_Exercise aim_
Where the word "جناح" appears in a line below, copy the whole line.

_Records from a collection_
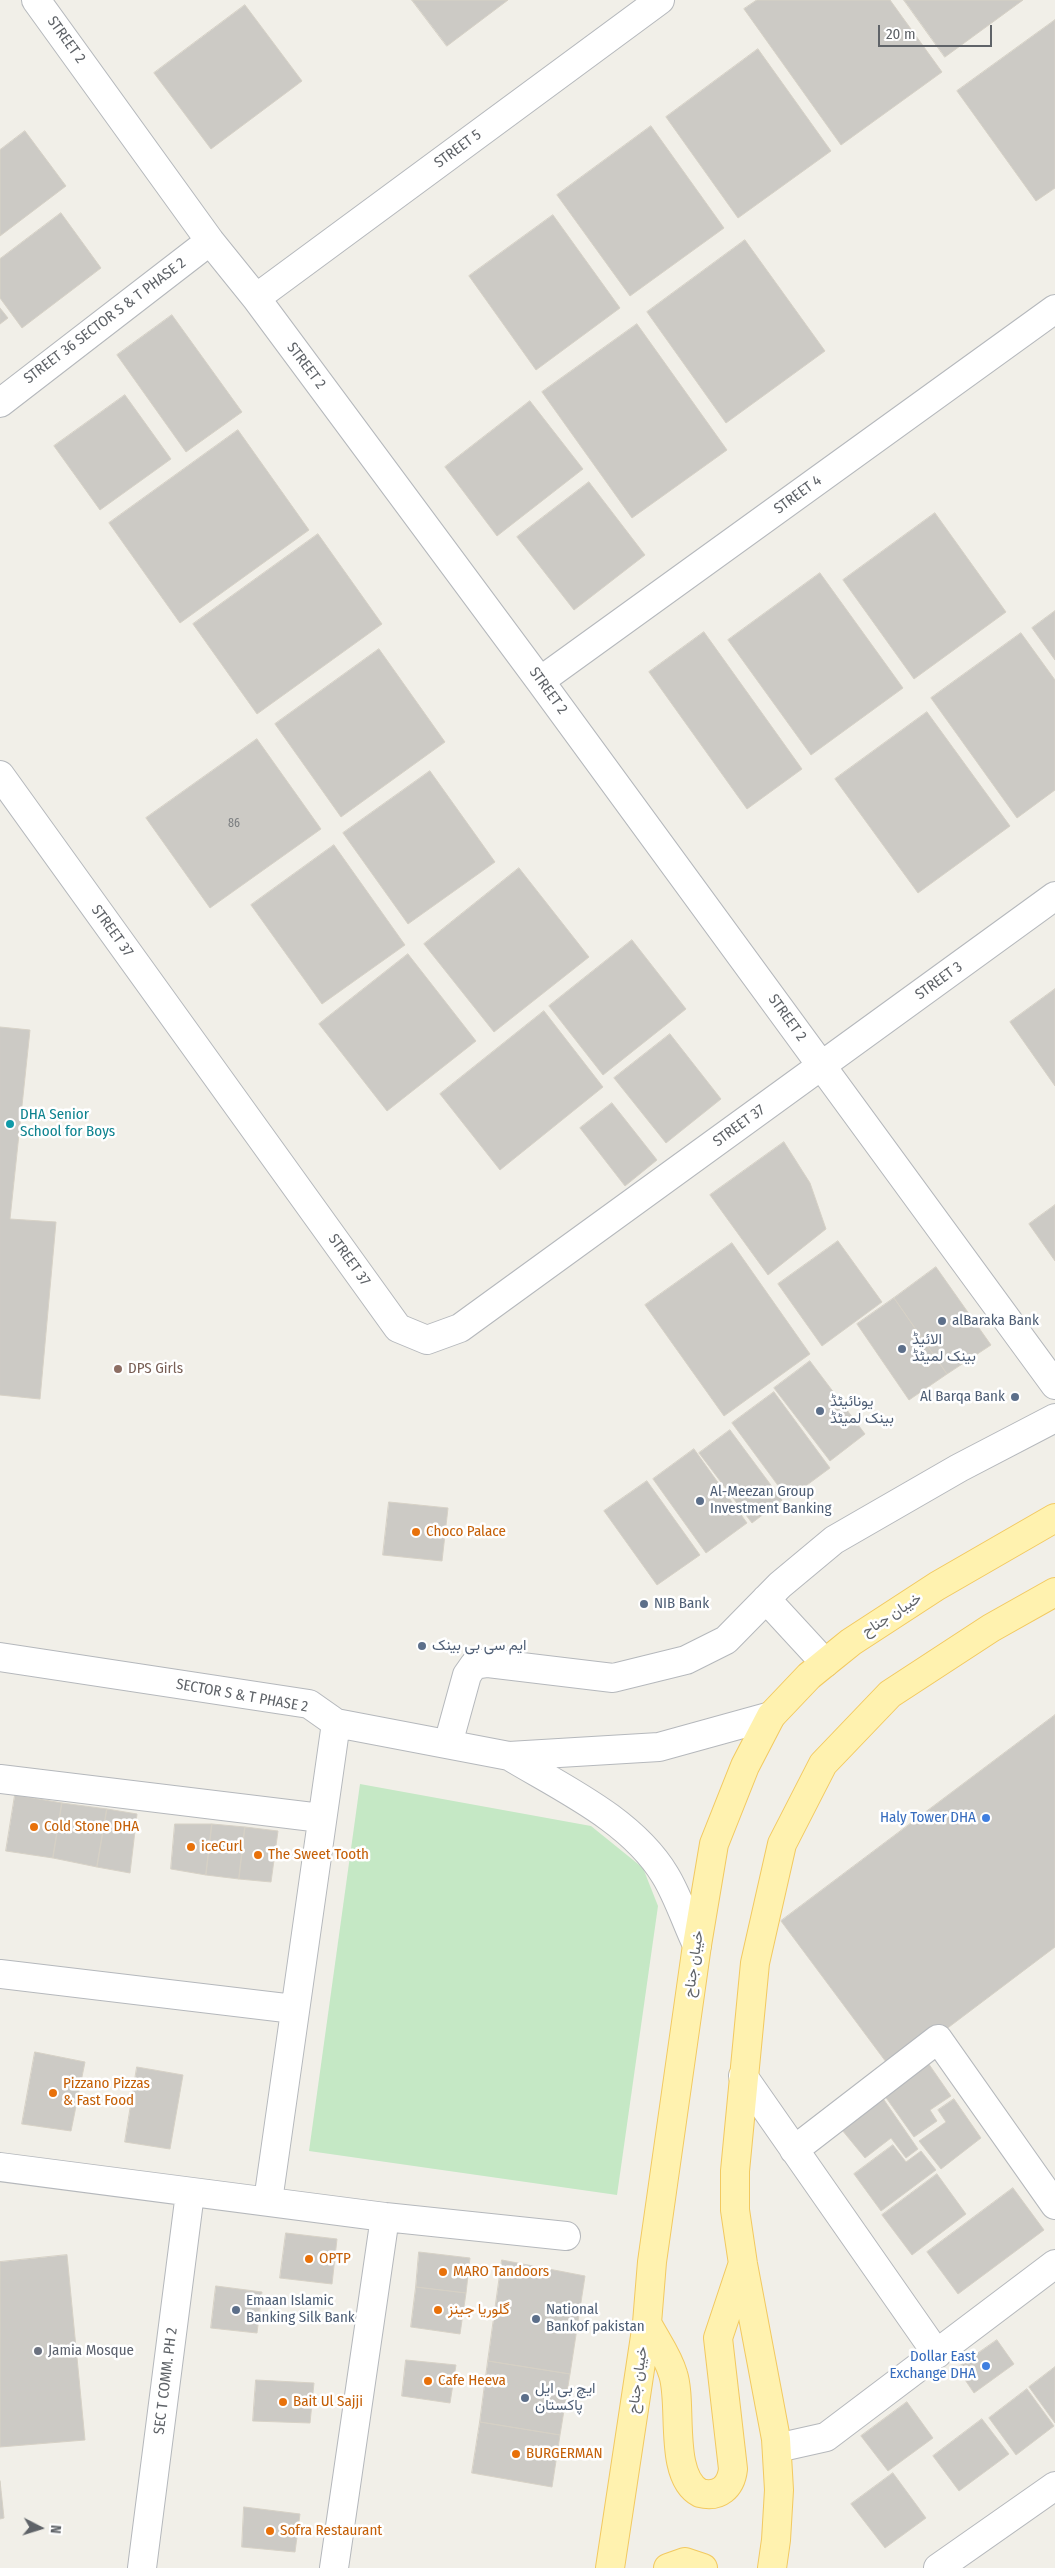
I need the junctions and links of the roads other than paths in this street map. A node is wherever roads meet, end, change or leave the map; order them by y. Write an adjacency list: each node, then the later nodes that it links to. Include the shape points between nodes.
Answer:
1 (36, 0): 3 (street, STREET 2)
2 (660, 0): 4 (street, STREET 5)
3 (210, 241): 4 (street, STREET 2); 6 (street, STREET 36 SECTOR S & T PHASE 2)
4 (256, 298): 7 (street, STREET 2)
5 (1055, 309): 7 (street, STREET 4)
6 (0, 403)
7 (540, 681): 10 (street, STREET 2)
8 (0, 775): 10 (street, STREET 37, via 398,1328 427,1340 460,1328)
9 (1055, 896): 10 (street, STREET 3)
10 (822, 1066): 11 (street, STREET 2)
11 (1055, 1386)
12 (1055, 1418): 15 (street, via 958,1468 834,1540)
13 (1055, 1518): 17 (main road, خیبان جناح, via 937,1586)
14 (1055, 1592): 27 (main road, via 991,1628 890,1694 823,1764 782,1844 755,1963)
15 (766, 1599): 17 (street); 20 (street, via 726,1640 686,1660 612,1678 488,1663 474,1665 467,1675)
16 (0, 1657): 19 (street, SECTOR S & T PHASE 2, via 309,1704)
17 (825, 1662): 18 (main road, خیبان جناح)
18 (771, 1716): 21 (street, SECTOR S & T PHASE 2, via 659,1747); 24 (main road, خیبان جناح, via 745,1766 714,1844)
19 (336, 1723): 20 (street, SECTOR S & T PHASE 2); 23 (street)
20 (448, 1744): 21 (street, SECTOR S & T PHASE 2)
21 (509, 1756): 24 (street, SECTOR S & T PHASE 2, via 624,1827 666,1875)
22 (0, 1778): 23 (street)
23 (321, 1818): 26 (street)
24 (697, 1945): 37 (main road, خیبان جناح)
25 (0, 1974): 26 (street)
26 (294, 2009): 31 (street)
27 (743, 2076): 28 (street); 35 (main road, via 735,2171)
28 (794, 2150): 32 (street, via 938,2039); 38 (street)
29 (0, 2167): 30 (street)
30 (190, 2193): 31 (street); 41 (street, SEC T COMM. PH 2)
31 (268, 2202): 33 (street)
32 (1055, 2205)
33 (385, 2217): 34 (street); 42 (street)
34 (566, 2236)
35 (743, 2264): 37 (main road, via 718,2338 733,2469 732,2480 716,2493 700,2493 686,2480 674,2374); 39 (main road)
36 (1055, 2264): 38 (street)
37 (646, 2323): 43 (main road, خیبان جناح)
38 (937, 2354): 39 (street, via 826,2437)
39 (777, 2448): 46 (main road, via 779,2490)
40 (1055, 2486): 47 (street)
41 (142, 2568)
42 (334, 2568)
43 (610, 2568)
44 (668, 2568): 45 (main road, via 685,2562)
45 (703, 2568)
46 (772, 2568)
47 (938, 2568)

_Solved exercise_
13 (1055, 1518): 17 (main road, خیبان جناح, via 937,1586)
17 (825, 1662): 18 (main road, خیبان جناح)
18 (771, 1716): 21 (street, SECTOR S & T PHASE 2, via 659,1747); 24 (main road, خیبان جناح, via 745,1766 714,1844)
24 (697, 1945): 37 (main road, خیبان جناح)
37 (646, 2323): 43 (main road, خیبان جناح)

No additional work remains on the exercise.